On Being Brief

25th June 2024
Article
4 min read
Edited
25th June 2024

In this extract from Writing Short Stories, author Jenn Ashworth discusses the importance of brevity.

Writing Short Stories

A short story is a sliver of light between a pair of half-drawn curtains. It is a laser heading for an eyeball. Or it is a torch flashing wildly around a darkened auditorium. It is a fight seen out of a car window; a drive-by sort of thing. Or half of a telephone conversation, overheard on the train. It is something and nothing: presence and absence, detail and space. It may be brief but it is ultimately the most generous and respectful of literary forms. It won’t describe an intergenerational saga, nor examine its theme from a thousand angles. It might provide an epiphany, but is just as likely to trip the reader up by dramatizing a moment of realization that is not quite right; cracked, somehow, to let the light in, to let the unwritten parts of the tale shine through the silence.

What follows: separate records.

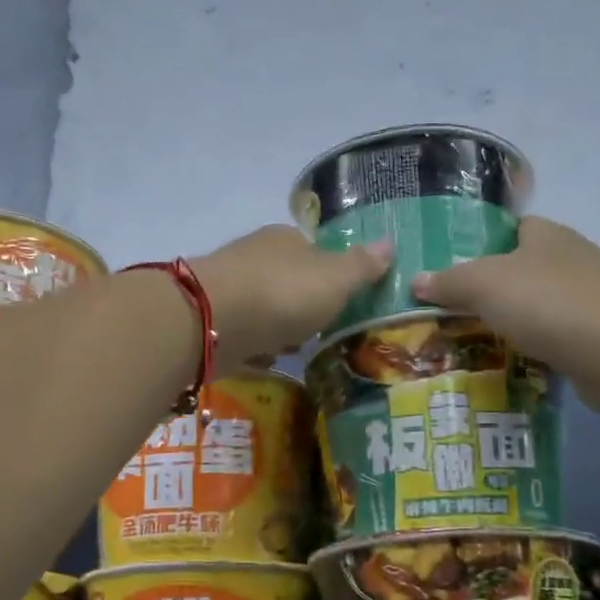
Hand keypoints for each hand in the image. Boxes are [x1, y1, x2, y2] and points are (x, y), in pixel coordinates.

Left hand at [194, 226, 391, 373]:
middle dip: (304, 303)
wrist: (209, 321)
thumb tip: (390, 243)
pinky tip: (267, 360)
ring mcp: (231, 289)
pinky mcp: (212, 320)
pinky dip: (256, 345)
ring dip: (280, 326)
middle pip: (288, 279)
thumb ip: (362, 266)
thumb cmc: (282, 293)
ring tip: (299, 349)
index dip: (332, 271)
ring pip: (265, 306)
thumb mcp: (335, 279)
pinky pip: (244, 332)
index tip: (345, 298)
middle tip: (324, 328)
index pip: (314, 249)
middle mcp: (255, 257)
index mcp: (286, 239)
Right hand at [412, 216, 599, 408]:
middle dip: (491, 291)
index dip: (482, 245)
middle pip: (522, 270)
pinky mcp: (597, 337)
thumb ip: (448, 281)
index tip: (451, 272)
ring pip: (538, 307)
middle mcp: (570, 260)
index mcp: (546, 235)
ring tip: (470, 343)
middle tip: (449, 314)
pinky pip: (554, 338)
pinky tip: (509, 365)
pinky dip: (533, 350)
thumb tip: (416, 280)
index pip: (511, 229)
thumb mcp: (484, 284)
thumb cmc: (548, 302)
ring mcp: (588, 299)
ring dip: (512, 323)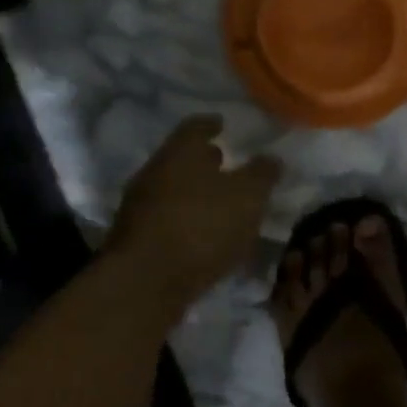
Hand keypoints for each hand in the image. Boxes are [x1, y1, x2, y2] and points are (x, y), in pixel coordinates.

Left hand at [104, 115, 281, 308]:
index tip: (222, 124)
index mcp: (180, 152)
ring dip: (194, 192)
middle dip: (202, 160)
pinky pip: (166, 219)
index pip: (195, 126)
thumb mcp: (248, 197)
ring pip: (171, 189)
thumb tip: (271, 159)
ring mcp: (139, 207)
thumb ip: (262, 175)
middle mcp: (154, 172)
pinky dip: (185, 219)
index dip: (211, 124)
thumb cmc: (203, 226)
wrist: (145, 283)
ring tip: (219, 202)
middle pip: (180, 158)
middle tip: (224, 162)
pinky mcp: (135, 239)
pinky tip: (202, 234)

Because it is such a generous form, a really great short story doesn’t lead us by the nose; it provides us with the essentials and sends us on a journey. Off you go, it says, make of this what you will, and while we are looking to be moved we are left alone to move ourselves. We travel light, with only a handful of possessions to take with us. Everything we need to know about Katherine Mansfield’s Miss Brill comes to us in the narrow gap in time and space between her worse-for-wear fur and her unbought slice of honey-cake. Shirley Jackson’s ‘The Lottery’ terrifies us with Bobby Martin’s pocket full of stones, Donald Barthelme surprises and discomfits us with a single ‘new gerbil’ in ‘The School’. Readers of short stories can be trusted: they don’t need much.

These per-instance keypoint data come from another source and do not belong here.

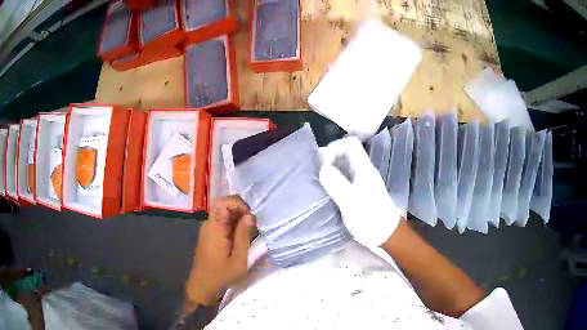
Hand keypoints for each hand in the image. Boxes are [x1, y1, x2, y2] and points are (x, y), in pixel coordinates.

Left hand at [184, 196, 255, 306]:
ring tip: (250, 231)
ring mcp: (207, 228)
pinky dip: (233, 223)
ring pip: (223, 212)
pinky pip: (221, 221)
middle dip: (241, 210)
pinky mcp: (209, 234)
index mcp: (215, 228)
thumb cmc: (221, 275)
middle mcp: (209, 224)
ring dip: (238, 217)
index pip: (224, 202)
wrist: (202, 285)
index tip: (251, 217)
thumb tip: (250, 215)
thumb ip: (243, 236)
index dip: (239, 204)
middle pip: (224, 204)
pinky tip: (241, 236)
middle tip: (253, 225)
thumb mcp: (239, 260)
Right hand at [319, 136, 400, 246]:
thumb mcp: (351, 201)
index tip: (321, 162)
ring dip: (329, 171)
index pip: (350, 144)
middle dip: (328, 159)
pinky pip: (342, 180)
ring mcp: (360, 183)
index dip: (334, 147)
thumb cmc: (370, 218)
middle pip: (345, 154)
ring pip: (343, 167)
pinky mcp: (357, 194)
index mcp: (364, 168)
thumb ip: (336, 183)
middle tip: (314, 172)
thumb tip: (321, 167)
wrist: (386, 236)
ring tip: (315, 181)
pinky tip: (324, 192)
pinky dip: (332, 182)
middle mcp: (362, 172)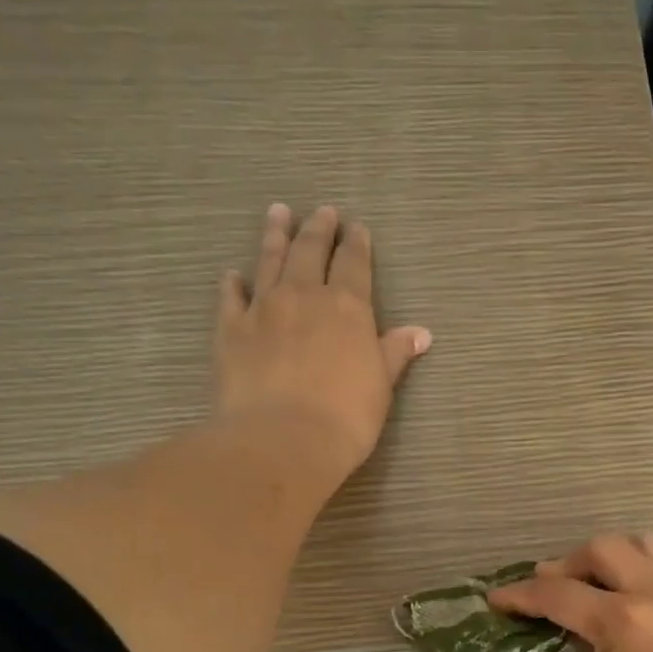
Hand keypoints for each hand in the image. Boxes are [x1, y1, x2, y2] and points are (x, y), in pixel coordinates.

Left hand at [213, 203, 430, 485]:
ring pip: (270, 260)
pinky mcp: (231, 330)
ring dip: (276, 234)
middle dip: (319, 229)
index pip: (354, 264)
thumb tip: (421, 332)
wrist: (283, 440)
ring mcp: (263, 308)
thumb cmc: (345, 417)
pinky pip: (231, 297)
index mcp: (347, 306)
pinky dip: (233, 283)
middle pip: (311, 251)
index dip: (357, 244)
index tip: (358, 228)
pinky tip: (233, 274)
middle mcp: (304, 296)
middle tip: (323, 211)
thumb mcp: (381, 386)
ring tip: (278, 212)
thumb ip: (395, 353)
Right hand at [490, 535, 652, 651]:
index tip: (498, 597)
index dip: (522, 595)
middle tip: (549, 587)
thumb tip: (580, 632)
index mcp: (624, 621)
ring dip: (613, 556)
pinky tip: (637, 595)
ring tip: (595, 581)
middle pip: (604, 549)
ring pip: (647, 544)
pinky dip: (650, 572)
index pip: (559, 594)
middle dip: (566, 563)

Short stories are uncanny: they contain ghosts. They haunt us because of what they require from us, but they ask us to haunt them too, making ourselves uncomfortably at home in a strange place by filling in their spaces and scribbling round the margins with our own anxieties and wonderings. There’s nothing as frightening as the monster you’re seduced into inventing for yourself, after all. With no room for exposition or repetition, the horror of possession, of sexual betrayal or perhaps something else, is communicated to us perfectly in Emma Unsworth’s story ‘In’ merely by the sound of a clanging gate. We are maddened by it. Alison Moore’s short story ‘When the Door Closed, It Was Dark’ is puzzling: the violent and erotic undertones only hinted at, or perhaps provided by us. In Nabokov’s ‘Symbols and Signs’ the horror and sadness take place in another room, in a hospital on the other side of town. All we are presented with are two elderly parents eating fish, looking at photograph albums, regarding an undelivered birthday present and waiting for the phone to ring.

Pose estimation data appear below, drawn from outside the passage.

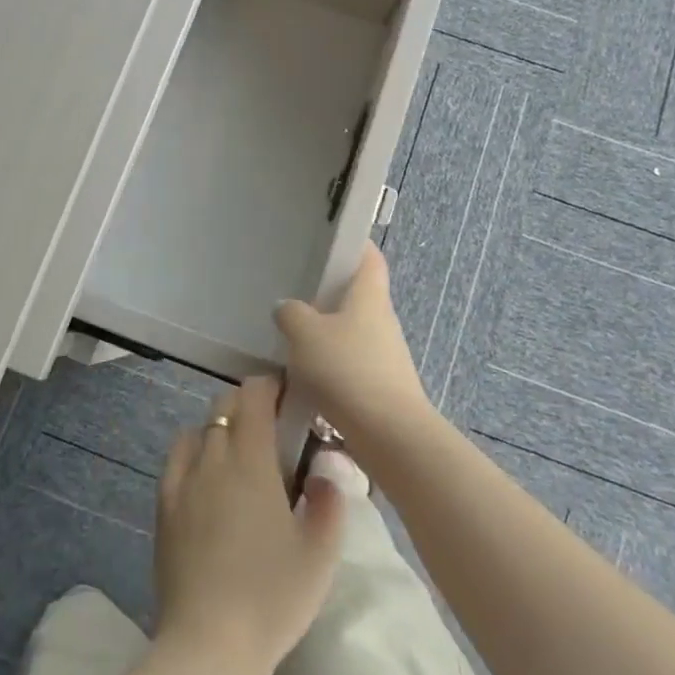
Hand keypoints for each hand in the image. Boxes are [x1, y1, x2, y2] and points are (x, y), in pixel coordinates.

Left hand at [154, 375, 345, 674]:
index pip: (254, 395)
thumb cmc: (272, 597)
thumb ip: (331, 502)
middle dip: (248, 404)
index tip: (289, 397)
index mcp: (251, 459)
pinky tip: (207, 480)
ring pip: (199, 428)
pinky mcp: (163, 506)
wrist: (209, 646)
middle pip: (224, 405)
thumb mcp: (320, 554)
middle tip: (272, 430)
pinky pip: (177, 458)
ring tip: (239, 456)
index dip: (270, 386)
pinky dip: (194, 452)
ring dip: (220, 427)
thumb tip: (326, 470)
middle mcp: (213, 457)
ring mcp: (182, 480)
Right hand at [274, 243, 434, 455]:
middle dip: (329, 294)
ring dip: (327, 333)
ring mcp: (385, 354)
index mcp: (369, 295)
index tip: (328, 241)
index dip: (353, 244)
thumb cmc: (347, 369)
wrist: (388, 434)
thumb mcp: (306, 334)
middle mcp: (382, 319)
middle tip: (295, 292)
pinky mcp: (380, 384)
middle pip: (358, 295)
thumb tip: (287, 308)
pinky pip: (351, 363)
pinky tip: (306, 376)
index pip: (369, 256)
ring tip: (293, 337)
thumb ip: (291, 314)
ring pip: (351, 331)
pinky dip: (330, 364)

A few pieces of advice for short fiction writers. Don’t tell everything. Construct a story that gifts the reader with the apparatus they need to do the work themselves. Particularize like mad and let your reader generalize, if she wants to. Use objects carefully. There’s no formula for fiction. But here’s one anyway: a short story = language + silence + a reader.

Jenn Ashworth was born in Preston and studied at Cambridge and Manchester. Her novels include A Kind of Intimacy, The Friday Gospels and Fell. She was elected a Fellow of the Royal Society of Literature in 2018. In 2019 she published Notes Made While Falling, a memoir told in a series of essays. Her latest novel is Ghosted: A Love Story. She is a Professor of Writing at Lancaster University.